- _WORK REQUEST_
Extract all of the entries and give them again, word for word.

##### MATERIAL TO PROCESS #####

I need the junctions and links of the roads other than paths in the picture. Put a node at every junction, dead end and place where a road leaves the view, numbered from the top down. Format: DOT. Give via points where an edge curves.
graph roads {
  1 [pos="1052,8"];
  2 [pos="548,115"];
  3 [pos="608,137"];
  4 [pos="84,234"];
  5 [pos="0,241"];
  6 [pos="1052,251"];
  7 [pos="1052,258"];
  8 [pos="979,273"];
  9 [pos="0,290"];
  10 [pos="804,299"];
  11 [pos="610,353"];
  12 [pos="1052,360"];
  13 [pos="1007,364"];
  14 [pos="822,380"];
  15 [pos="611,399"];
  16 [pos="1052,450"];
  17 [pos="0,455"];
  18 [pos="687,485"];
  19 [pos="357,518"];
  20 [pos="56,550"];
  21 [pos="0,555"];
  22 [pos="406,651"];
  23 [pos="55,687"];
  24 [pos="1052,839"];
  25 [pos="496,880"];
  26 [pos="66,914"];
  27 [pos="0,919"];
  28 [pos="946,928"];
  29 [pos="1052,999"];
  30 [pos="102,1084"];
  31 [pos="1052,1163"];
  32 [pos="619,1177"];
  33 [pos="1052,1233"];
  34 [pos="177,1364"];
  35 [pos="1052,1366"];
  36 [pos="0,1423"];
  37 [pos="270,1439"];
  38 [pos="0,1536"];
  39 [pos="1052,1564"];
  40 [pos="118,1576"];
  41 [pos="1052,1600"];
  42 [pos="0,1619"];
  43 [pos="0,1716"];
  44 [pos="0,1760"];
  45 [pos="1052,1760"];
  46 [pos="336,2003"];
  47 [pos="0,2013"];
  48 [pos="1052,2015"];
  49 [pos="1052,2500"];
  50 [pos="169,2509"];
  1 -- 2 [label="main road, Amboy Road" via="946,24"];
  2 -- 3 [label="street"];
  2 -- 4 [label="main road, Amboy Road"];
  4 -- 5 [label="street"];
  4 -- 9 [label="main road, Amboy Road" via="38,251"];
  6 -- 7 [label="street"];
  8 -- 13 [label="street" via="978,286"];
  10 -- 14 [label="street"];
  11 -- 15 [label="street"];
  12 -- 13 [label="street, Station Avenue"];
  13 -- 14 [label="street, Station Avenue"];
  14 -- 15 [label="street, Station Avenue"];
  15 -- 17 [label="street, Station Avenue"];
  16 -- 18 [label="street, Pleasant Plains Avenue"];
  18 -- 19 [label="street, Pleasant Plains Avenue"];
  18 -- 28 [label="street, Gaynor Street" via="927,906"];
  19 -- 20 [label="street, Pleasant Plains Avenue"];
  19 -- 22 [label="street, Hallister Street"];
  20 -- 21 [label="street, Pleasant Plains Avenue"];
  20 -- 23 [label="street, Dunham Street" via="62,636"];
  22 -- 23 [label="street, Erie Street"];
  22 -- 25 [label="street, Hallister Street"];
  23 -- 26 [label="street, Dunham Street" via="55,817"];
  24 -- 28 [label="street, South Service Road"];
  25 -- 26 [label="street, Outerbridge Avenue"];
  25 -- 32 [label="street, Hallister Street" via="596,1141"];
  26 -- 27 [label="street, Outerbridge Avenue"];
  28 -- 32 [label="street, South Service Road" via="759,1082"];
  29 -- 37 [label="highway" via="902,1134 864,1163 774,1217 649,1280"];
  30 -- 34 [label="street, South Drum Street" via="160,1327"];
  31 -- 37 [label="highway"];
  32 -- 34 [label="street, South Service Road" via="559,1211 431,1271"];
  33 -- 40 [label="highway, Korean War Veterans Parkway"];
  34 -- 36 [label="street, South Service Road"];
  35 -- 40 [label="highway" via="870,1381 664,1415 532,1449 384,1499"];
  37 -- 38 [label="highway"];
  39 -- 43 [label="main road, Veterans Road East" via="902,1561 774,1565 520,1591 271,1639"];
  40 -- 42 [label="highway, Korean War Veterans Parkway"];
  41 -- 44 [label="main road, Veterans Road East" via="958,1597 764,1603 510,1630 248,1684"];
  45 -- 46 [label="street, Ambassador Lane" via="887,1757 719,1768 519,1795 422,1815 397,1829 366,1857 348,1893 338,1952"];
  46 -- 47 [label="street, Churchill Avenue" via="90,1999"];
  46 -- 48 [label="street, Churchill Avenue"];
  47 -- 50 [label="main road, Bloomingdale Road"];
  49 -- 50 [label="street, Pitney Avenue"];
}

#####

- _TASK ANSWER_
I need the junctions and links of the roads other than paths in the picture. Put a node at every junction, dead end and place where a road leaves the view, numbered from the top down. Format: DOT. Give via points where an edge curves.
graph roads {
  1 [pos="1052,8"];
  2 [pos="548,115"];
  3 [pos="608,137"];
  4 [pos="84,234"];
  5 [pos="0,241"];
  6 [pos="1052,251"];
  7 [pos="1052,258"];
  8 [pos="979,273"];
  9 [pos="0,290"];
  10 [pos="804,299"];
  11 [pos="610,353"];
  12 [pos="1052,360"];
  13 [pos="1007,364"];
  14 [pos="822,380"];
  15 [pos="611,399"];
  16 [pos="1052,450"];
  17 [pos="0,455"];
  18 [pos="687,485"];
  19 [pos="357,518"];
  20 [pos="56,550"];
  21 [pos="0,555"];
  22 [pos="406,651"];
  23 [pos="55,687"];
  24 [pos="1052,839"];
  25 [pos="496,880"];
  26 [pos="66,914"];
  27 [pos="0,919"];
  28 [pos="946,928"];
  29 [pos="1052,999"];
  30 [pos="102,1084"];
  31 [pos="1052,1163"];
  32 [pos="619,1177"];
  33 [pos="1052,1233"];
  34 [pos="177,1364"];
  35 [pos="1052,1366"];
  36 [pos="0,1423"];
  37 [pos="270,1439"];
  38 [pos="0,1536"];
  39 [pos="1052,1564"];
  40 [pos="118,1576"];
  41 [pos="1052,1600"];
  42 [pos="0,1619"];
  43 [pos="0,1716"];
  44 [pos="0,1760"];
  45 [pos="1052,1760"];
  46 [pos="336,2003"];
  47 [pos="0,2013"];
  48 [pos="1052,2015"];
  49 [pos="1052,2500"];
  50 [pos="169,2509"];
  1 -- 2 [label="main road, Amboy Road" via="946,24"];
  2 -- 3 [label="street"];
  2 -- 4 [label="main road, Amboy Road"];
  4 -- 5 [label="street"];
  4 -- 9 [label="main road, Amboy Road" via="38,251"];
  6 -- 7 [label="street"];
  8 -- 13 [label="street" via="978,286"];
  10 -- 14 [label="street"];
  11 -- 15 [label="street"];
  12 -- 13 [label="street, Station Avenue"];
  13 -- 14 [label="street, Station Avenue"];
  14 -- 15 [label="street, Station Avenue"];
  15 -- 17 [label="street, Station Avenue"];
  16 -- 18 [label="street, Pleasant Plains Avenue"];
  18 -- 19 [label="street, Pleasant Plains Avenue"];
  18 -- 28 [label="street, Gaynor Street" via="927,906"];
  19 -- 20 [label="street, Pleasant Plains Avenue"];
  19 -- 22 [label="street, Hallister Street"];
  20 -- 21 [label="street, Pleasant Plains Avenue"];
  20 -- 23 [label="street, Dunham Street" via="62,636"];
  22 -- 23 [label="street, Erie Street"];
  22 -- 25 [label="street, Hallister Street"];
  23 -- 26 [label="street, Dunham Street" via="55,817"];
  24 -- 28 [label="street, South Service Road"];
  25 -- 26 [label="street, Outerbridge Avenue"];
  25 -- 32 [label="street, Hallister Street" via="596,1141"];
  26 -- 27 [label="street, Outerbridge Avenue"];
  28 -- 32 [label="street, South Service Road" via="759,1082"];
  29 -- 37 [label="highway" via="902,1134 864,1163 774,1217 649,1280"];
  30 -- 34 [label="street, South Drum Street" via="160,1327"];
  31 -- 37 [label="highway"];
  32 -- 34 [label="street, South Service Road" via="559,1211 431,1271"];
  33 -- 40 [label="highway, Korean War Veterans Parkway"];
  34 -- 36 [label="street, South Service Road"];
  35 -- 40 [label="highway" via="870,1381 664,1415 532,1449 384,1499"];
  37 -- 38 [label="highway"];
  39 -- 43 [label="main road, Veterans Road East" via="902,1561 774,1565 520,1591 271,1639"];
  40 -- 42 [label="highway, Korean War Veterans Parkway"];
  41 -- 44 [label="main road, Veterans Road East" via="958,1597 764,1603 510,1630 248,1684"];
  45 -- 46 [label="street, Ambassador Lane" via="887,1757 719,1768 519,1795 422,1815 397,1829 366,1857 348,1893 338,1952"];
  46 -- 47 [label="street, Churchill Avenue" via="90,1999"];
  46 -- 48 [label="street, Churchill Avenue"];
  47 -- 50 [label="main road, Bloomingdale Road"];
  49 -- 50 [label="street, Pitney Avenue"];
}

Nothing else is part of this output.